Now however the Russian MIC has developed all digital versions of their R-77 and R-73 missiles and significantly increased their performance. The electronics are lighter and faster and more precise and accurate and allow flight path shaping to greatly increase range performance and accuracy.
Look at the size of the other WVR missiles, they're a bit smaller and likely to be a bit more agile. Look at the size of the other BVR missiles, they're all 50% bigger. When no one else does something it's likely that something was a mistake. The Russian, Chinese, Indians etc all have had the chance to build something similr and no one has.

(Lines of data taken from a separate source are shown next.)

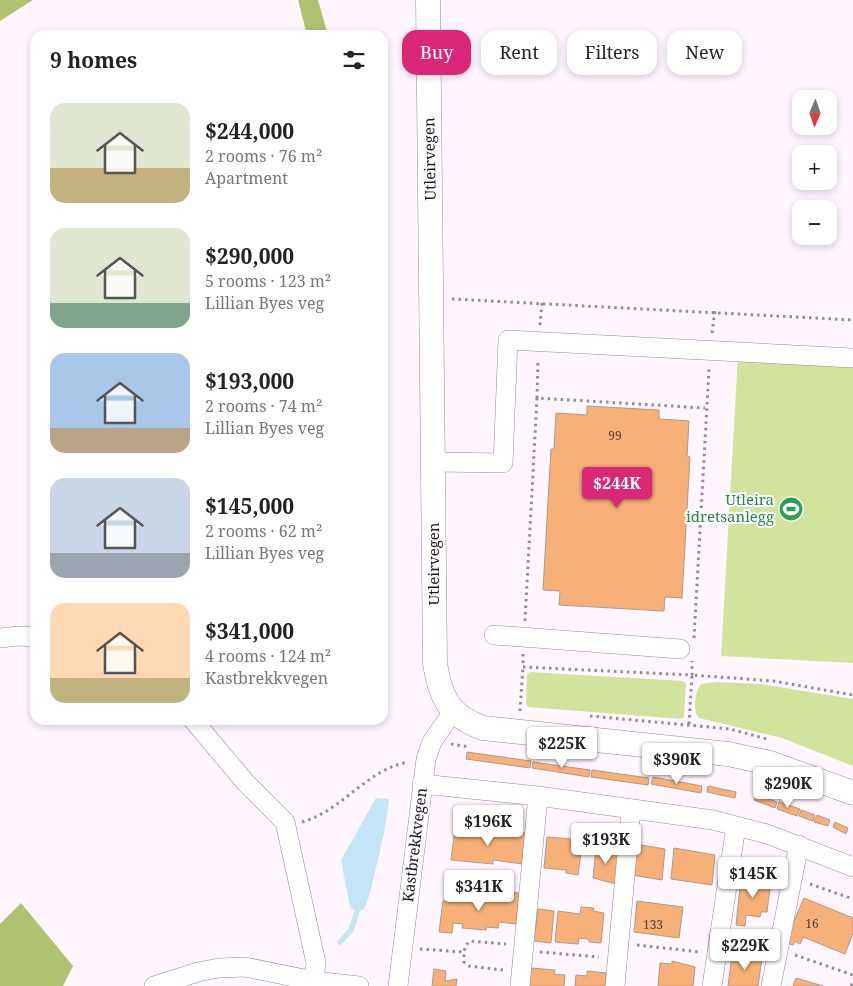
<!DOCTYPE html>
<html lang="en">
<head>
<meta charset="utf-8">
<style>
  :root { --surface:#fff; --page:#f2f2f2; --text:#222; --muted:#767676; --accent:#db2777 }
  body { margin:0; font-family:"Noto Serif",serif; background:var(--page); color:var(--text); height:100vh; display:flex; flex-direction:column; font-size:19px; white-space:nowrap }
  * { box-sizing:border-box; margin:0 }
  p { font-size:16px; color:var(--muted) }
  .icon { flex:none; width:28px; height:28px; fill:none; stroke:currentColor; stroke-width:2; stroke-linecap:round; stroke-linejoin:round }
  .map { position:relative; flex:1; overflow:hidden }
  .sheet { position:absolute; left:30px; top:30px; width:358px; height:695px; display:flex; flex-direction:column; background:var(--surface); border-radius:15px; box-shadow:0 2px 8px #0003 }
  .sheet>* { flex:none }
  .top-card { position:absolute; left:402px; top:30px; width:375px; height:45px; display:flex; gap:10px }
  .needle { width:32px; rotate:182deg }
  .tools { position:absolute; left:792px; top:90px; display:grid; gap:10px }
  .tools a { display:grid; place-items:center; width:45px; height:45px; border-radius:10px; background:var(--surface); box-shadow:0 2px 8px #0003; font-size:25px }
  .price { position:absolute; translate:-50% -42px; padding:0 11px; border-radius:5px; background:#fff; color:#222; font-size:16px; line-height:32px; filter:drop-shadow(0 1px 2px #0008) }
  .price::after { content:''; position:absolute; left:50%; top:30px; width:15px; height:11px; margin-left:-8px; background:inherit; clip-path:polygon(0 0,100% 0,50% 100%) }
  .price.selected { background:var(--accent); color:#fff }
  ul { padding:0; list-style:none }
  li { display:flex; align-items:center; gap:15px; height:125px; padding:0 20px }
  li span { display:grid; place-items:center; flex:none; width:140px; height:100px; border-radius:15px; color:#555 }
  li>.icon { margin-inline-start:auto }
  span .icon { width:60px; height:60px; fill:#fffc; stroke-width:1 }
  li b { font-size:21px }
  h2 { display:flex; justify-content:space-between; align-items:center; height:60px; padding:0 20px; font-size:21px }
  .chip { padding:0 18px; border-radius:15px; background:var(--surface); box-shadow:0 2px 8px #0003; font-size:18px; line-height:45px }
  .chip.selected { background:var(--accent); color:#fff }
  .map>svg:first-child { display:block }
  .green { fill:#d2e39d }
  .forest { fill:#afc26f }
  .water { fill:#c3e5f7 }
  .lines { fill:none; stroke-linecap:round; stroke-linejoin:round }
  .stream { stroke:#c3e5f7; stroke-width:5.5 }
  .building { fill:#f7b178; stroke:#b19986 }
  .minor-casing { stroke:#9a869b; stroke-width:20 }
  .major-casing { stroke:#9a869b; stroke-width:25 }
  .path { stroke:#938b93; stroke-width:3; stroke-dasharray:2.5 4; stroke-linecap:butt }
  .minor { stroke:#fff; stroke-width:19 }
  .major { stroke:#fff; stroke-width:24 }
  .labels { text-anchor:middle; stroke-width:4; stroke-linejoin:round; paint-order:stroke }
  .number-label { font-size:12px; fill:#543d34 }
  .street-label { font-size:15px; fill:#1e161e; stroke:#fff }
  .leisure-label { font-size:15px; fill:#27864d; stroke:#fff; text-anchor:end }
</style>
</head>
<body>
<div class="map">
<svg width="853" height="986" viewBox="0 0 853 986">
  <rect width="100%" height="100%" fill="#fff6ff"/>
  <path class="green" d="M 738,355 L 853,362 L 853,663 L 721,656 Z
    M 530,672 L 684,681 L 686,684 L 684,717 L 681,719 L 528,707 L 526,704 L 527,675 Z
    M 717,682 L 760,684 L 853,699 L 853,766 L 782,738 L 699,718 C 692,711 695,691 701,684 Z"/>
  <path class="forest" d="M 0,0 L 33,0 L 0,21 Z
    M 298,0 L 318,0 L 328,35 L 307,35 Z
    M 21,903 L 73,966 L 63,986 L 0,986 L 0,924 Z"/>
  <path class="water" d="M 376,798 L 389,799 C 387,823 382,841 377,864 C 372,882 372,891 364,909 L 357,912 L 350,907 L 341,860 Z"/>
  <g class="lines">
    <path class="stream" d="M 340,942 L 351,930 L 357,912"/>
  </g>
  <path class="building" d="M 587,406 L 659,410 L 659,419 L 689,421 L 687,456 L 690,457 L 682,598 L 665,597 L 664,611 L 559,605 L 560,591 L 543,590 L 551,449 L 554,449 L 556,413 L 587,415 Z
    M 467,752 L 531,761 L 530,768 L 466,759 Z
    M 533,762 L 590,770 L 589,777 L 532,768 Z
    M 592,770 L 649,778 L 648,785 L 591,777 Z
    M 653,777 L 702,786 L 701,793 L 651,784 Z
    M 708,786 L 736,792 L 735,798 L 707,792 Z
    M 757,794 L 777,802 L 775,808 L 754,800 Z
    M 779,802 L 800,809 L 797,816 L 777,809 Z
    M 801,810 L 815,815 L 813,821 L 799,816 Z
    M 817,815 L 830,820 L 828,826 L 814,822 Z
    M 835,822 L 848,828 L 846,834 L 833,827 Z
    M 455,829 L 494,833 L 495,830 L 525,833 L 522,864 L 493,860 L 493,864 L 451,860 Z
    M 547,837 L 571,839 L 571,843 L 582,844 L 578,875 L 566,873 L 566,870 L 544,868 Z
    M 635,844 L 665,849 L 662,880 L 632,875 Z
    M 596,847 L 609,849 L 608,852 L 620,853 L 616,884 L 593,878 Z
    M 674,848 L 715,855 L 712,885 L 671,879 Z
    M 741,878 L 771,881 L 767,912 L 761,912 L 760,917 L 746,915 L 745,926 L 736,925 Z
    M 501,891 L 519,893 L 516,924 L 499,922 L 498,928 L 487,927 L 486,930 L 462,928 L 463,924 L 453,923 L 452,933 L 439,932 L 443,901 L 454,902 L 455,892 L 467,894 L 467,897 L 488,899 L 489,896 L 500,897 Z
    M 804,898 L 853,918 L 853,933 L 845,954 L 803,937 L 800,944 L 795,941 L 793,945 L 785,942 Z
    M 637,901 L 683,907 L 679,938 L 634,932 Z
    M 581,907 L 594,908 L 593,911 L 604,913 L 601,943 L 589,942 L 589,939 L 579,938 L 578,944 L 555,942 L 558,911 L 580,914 Z
    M 538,909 L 554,911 L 551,943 L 534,941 Z
    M 732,955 L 762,959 L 758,986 L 728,986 Z
    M 672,961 L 695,967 L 693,986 L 658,986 L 660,963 L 672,964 Z
    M 531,968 L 555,970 L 554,974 L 565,975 L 564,986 L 529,986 Z
    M 434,969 L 446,971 L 445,981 L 457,979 L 456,986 L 432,986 Z
    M 587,971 L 606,973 L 605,986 L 575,986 L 576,975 L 587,976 Z
    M 796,978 L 823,986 L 793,986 Z"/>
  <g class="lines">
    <defs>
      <path id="minor" d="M 433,462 L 503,463 L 508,340 L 853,358
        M 494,635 L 680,649
        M 0,638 L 18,636 L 35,637
        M 193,720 L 246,783 L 285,822 L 316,963 L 314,981
        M 422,784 L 538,796 L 713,820 L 767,834 L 853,867
        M 154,986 L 198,972 L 219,968 L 245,967 L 314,981 L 359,986
        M 398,986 L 426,759 L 432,742 L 453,711
        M 520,986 L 538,796
        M 615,986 L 631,809
        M 712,986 L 736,826
        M 771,986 L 799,845"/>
      <path id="major" d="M 428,0 L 435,663 C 440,697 449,716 483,728 L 728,754 L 770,763 L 853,793"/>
    </defs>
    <use href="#minor" class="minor-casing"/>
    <use href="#major" class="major-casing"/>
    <path class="path" d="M 452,299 L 853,320
      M 540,325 L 542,303
      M 712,333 L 715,311
      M 537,398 L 538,359
      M 525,621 L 537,398 L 705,408
      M 694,638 L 709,369
      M 523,654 L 523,667 L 692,675 L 692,661
      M 520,711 L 523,667
      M 590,716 L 730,729 L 767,739
      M 689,724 L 692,675 L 773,681 L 853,695
      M 451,744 L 470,747
      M 302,822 C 342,811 366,770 408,762
      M 810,884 L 853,899
      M 737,940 L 762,945
      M 637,945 L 700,952
      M 420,949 L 464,952
      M 540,952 L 599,957
      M 795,955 L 853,975
      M 503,970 L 469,966 L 464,962 C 464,954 463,947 470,941 L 506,944
      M 851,986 L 853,982"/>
    <use href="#minor" class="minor"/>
    <use href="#major" class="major"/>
  </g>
  <defs>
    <symbol id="stadium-disc" viewBox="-11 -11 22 22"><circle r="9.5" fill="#2e9e5b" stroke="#fff"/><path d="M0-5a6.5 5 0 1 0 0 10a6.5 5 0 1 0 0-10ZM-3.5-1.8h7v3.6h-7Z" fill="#fff"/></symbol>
  </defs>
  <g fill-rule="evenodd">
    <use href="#stadium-disc" x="777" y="495" width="28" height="28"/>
  </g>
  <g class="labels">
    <g class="number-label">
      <text x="615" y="440">99</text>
      <text x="812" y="928">16</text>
      <text x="653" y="929">133</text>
    </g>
    <g class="street-label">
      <text transform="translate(430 159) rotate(-91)" y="5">Utleirvegen</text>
      <text transform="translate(434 564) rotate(-90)" y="5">Utleirvegen</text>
      <text transform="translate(415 845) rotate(-83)" y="5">Kastbrekkvegen</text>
    </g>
    <g class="leisure-label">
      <text x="774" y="505">Utleira<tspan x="774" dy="17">idretsanlegg</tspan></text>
    </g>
  </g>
</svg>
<div class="tools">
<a><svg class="needle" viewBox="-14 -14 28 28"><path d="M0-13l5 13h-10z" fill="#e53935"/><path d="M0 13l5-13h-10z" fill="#767676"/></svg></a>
<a>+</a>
<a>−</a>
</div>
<b class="price selected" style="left:617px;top:509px">$244K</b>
<b class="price" style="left:562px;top:769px">$225K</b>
<b class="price" style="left:677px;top:785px">$390K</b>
<b class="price" style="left:788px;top:809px">$290K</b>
<b class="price" style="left:488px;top:847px">$196K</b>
<b class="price" style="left:606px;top:865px">$193K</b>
<b class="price" style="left:753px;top:899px">$145K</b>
<b class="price" style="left:479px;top:912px">$341K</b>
<b class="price" style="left:745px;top:971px">$229K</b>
<div class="top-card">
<a class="chip selected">Buy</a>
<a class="chip">Rent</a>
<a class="chip">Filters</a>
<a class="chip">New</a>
</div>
<section class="sheet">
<h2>9 homes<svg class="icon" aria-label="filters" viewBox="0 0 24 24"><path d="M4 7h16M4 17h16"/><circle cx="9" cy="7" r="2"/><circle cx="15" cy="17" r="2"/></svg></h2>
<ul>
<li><span style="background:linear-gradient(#dfe7d0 65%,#c2b280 0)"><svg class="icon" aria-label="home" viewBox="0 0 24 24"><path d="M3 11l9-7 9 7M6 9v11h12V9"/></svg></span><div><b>$244,000</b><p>2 rooms · 76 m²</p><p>Apartment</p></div></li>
<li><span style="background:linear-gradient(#dfe7d0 75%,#7fa58c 0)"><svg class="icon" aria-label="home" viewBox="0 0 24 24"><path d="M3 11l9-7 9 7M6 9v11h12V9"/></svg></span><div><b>$290,000</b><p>5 rooms · 123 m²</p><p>Lillian Byes veg</p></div></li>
<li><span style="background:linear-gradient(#a9c7e8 75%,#b9a48a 0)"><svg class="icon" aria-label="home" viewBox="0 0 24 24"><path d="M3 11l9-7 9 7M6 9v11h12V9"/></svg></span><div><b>$193,000</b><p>2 rooms · 74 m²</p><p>Lillian Byes veg</p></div></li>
<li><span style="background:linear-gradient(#c9d6e8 75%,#9aa5b1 0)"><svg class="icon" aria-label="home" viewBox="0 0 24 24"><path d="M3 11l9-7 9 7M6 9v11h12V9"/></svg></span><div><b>$145,000</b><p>2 rooms · 62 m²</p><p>Lillian Byes veg</p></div></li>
<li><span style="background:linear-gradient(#ffd9b3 75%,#c2b280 0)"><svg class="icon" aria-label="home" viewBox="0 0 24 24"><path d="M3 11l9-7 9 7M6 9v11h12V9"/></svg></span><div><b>$341,000</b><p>4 rooms · 124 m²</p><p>Kastbrekkvegen</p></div></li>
</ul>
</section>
</div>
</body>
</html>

Also look at the missile itself. It has the strakes which cause a lot of zero lift drag compared to a missile body cylinder. It's just a bad overall design philosophy for a weapon. The thing is, it doesn't matter because the French pilots and planes are good enough to make the question academic other than on message boards where French Fanboys try and make it out to be better than AMRAAM at BVR and better than the others at WVR when there is no way that is possible under the rules of engineering unless the other guys screwed up..
The R-77 employs conceptually similar guidance to the AMRAAM, with an inertial unit, datalink uplink receiver and a terminal seeker, specifically the 9B-1348E in the baseline active radar variant. The missile is credited with an A-pole range of 54 NMI, the capability to defeat a 12G target, can be launched at 8 G, and requires an AAKU/AKU-170 launcher.
http://www.ausairpower.net/APA-PLA-AAM.html
The R-77's main superiority compared to the AIM-120B/C is in range and manoeuvrability. The R-77 is bigger than the AIM-120, and carries more powerful propellant. The range of the R-77 is between 50km and 80km depending on the model. The R-77’s unique “potato masher” fins at the rear provides lower drag at supersonic speeds than large fins, and are able to cause the missile to turn much faster at 12G, which is significantly more than most crewed aircraft at 9G. The missile’s speed is limited to Mach 3 due to excessive nose-cone heating.